Spannend finde ich die Reaktion meiner Mitmenschen. Eine fand die Entscheidung inspirierend. Manche haben die Info einfach hingenommen und gefragt, wie ich alternativ am schnellsten erreichbar bin. Die meisten fühlen sich provoziert. Warum, ist mir schleierhaft. Ich habe niemanden aufgefordert, die oben aufgeführten Plattformen auch nicht mehr zu nutzen, niemanden zum Boykott aufgerufen, niemandem irgendetwas vorgeworfen. Ich habe einzig meine eigenen Accounts abgeschaltet. Und doch muss ich mich rechtfertigen, diskutieren und manchmal sogar streiten.
Vor einigen Jahren habe ich mit einer Kommilitonin und einer ihrer Freundinnen eine Kaffeepause verbracht. Im Laufe des Gesprächs stellte sich heraus, dass die besagte Freundin vegetarisch lebt. Mittlerweile esse auch ich fast gar kein Fleisch mehr. Unbewusst habe ich aber in diesem Moment gleich begonnen, über meinen damaligen Fleischkonsum zu sinnieren und dabei meine Zustimmung für ihren Lebensstil ausgedrückt. Sie sagte: “Hey, entspann dich. Ich hab ja nur gesagt, dass ich kein Fleisch esse. Es passiert mir oft, dass Menschen sich vor mir rechtfertigen. Das musst du doch nicht.” Diese junge Frau personifizierte einfach in diesem Moment für mich ein Ernährungsverhalten, das ich vernünftig finde, nach dem ich mich aber lange nicht gerichtet habe. Und so versuchte ich mich dieser personifizierten Vernunft zu erklären.
Dieser Augenblick geistert mir seit meiner Social-Media-Entsagung durch den Kopf.
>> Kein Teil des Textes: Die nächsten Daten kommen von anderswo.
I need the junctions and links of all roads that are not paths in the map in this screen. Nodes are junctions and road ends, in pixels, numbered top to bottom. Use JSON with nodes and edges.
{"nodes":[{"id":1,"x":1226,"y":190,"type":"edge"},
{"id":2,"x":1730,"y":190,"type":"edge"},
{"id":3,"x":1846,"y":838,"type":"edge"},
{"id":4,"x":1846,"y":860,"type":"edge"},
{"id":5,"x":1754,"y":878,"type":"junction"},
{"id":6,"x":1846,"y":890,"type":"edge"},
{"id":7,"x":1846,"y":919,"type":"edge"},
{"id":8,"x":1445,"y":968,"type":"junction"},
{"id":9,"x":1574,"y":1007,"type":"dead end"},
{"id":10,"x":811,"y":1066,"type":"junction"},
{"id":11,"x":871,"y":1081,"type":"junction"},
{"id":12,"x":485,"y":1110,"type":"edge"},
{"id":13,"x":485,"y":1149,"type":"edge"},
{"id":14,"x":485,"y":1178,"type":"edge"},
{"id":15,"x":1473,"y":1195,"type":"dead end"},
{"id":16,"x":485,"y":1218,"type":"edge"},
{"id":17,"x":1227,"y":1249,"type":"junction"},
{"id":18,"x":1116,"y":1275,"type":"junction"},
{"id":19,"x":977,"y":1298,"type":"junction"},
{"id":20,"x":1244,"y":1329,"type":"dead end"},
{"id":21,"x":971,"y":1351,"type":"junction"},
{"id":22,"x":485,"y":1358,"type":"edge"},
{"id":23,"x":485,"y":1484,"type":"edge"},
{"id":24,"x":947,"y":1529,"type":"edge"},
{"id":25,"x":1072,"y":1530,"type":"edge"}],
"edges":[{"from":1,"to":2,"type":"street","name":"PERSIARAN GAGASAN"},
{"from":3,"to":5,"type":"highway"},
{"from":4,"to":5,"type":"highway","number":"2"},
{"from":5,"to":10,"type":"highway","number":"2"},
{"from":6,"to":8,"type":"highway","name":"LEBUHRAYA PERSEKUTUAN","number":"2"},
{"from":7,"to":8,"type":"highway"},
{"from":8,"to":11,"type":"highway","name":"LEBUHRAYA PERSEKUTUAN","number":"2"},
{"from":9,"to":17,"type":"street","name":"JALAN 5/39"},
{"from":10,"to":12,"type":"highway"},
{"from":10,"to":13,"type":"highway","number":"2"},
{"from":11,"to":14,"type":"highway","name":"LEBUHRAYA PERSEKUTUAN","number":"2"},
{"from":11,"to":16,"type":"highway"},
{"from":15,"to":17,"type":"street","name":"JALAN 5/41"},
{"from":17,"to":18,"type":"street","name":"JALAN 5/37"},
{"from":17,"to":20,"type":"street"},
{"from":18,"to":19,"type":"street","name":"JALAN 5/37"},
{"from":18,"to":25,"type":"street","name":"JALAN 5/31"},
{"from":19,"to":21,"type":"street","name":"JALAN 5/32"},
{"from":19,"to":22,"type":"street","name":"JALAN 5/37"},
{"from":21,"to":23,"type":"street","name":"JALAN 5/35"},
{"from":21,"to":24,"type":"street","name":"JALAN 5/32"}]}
Sind einige Menschen, mit denen ich mich - wie immer geartet - auseinandersetzen muss, mit ihrem eigenen Medienkonsumverhalten uneins und sehen in mir jemanden, mit dem sie sich austauschen sollten? Vielleicht. Manch eine*r reibt sich sicherlich auch einfach gern, oder ein*e Dritte*r erhebt sich selbst durch Spott über andere. Eine Erkenntnis aus 36 Monaten ohne Facebook, Instagram und WhatsApp: Ich habe die Menschen in meinem Umfeld zum Nachdenken gebracht. Und Nachdenken finde ich gut.
Kurzum:
Wer mit mir kommunizieren möchte, hat verschiedene Möglichkeiten, das zu tun. Meine Handynummer ist dieselbe geblieben. Anrufe funktionieren genauso wie ein, zwei andere Messengerdienste oder auch die gute alte SMS.
Wer den Kontakt mit mir zu umständlich findet: Schade. Du hast sicher deine Gründe. War eine schöne Zeit mit dir! Guten Tag, guten Weg!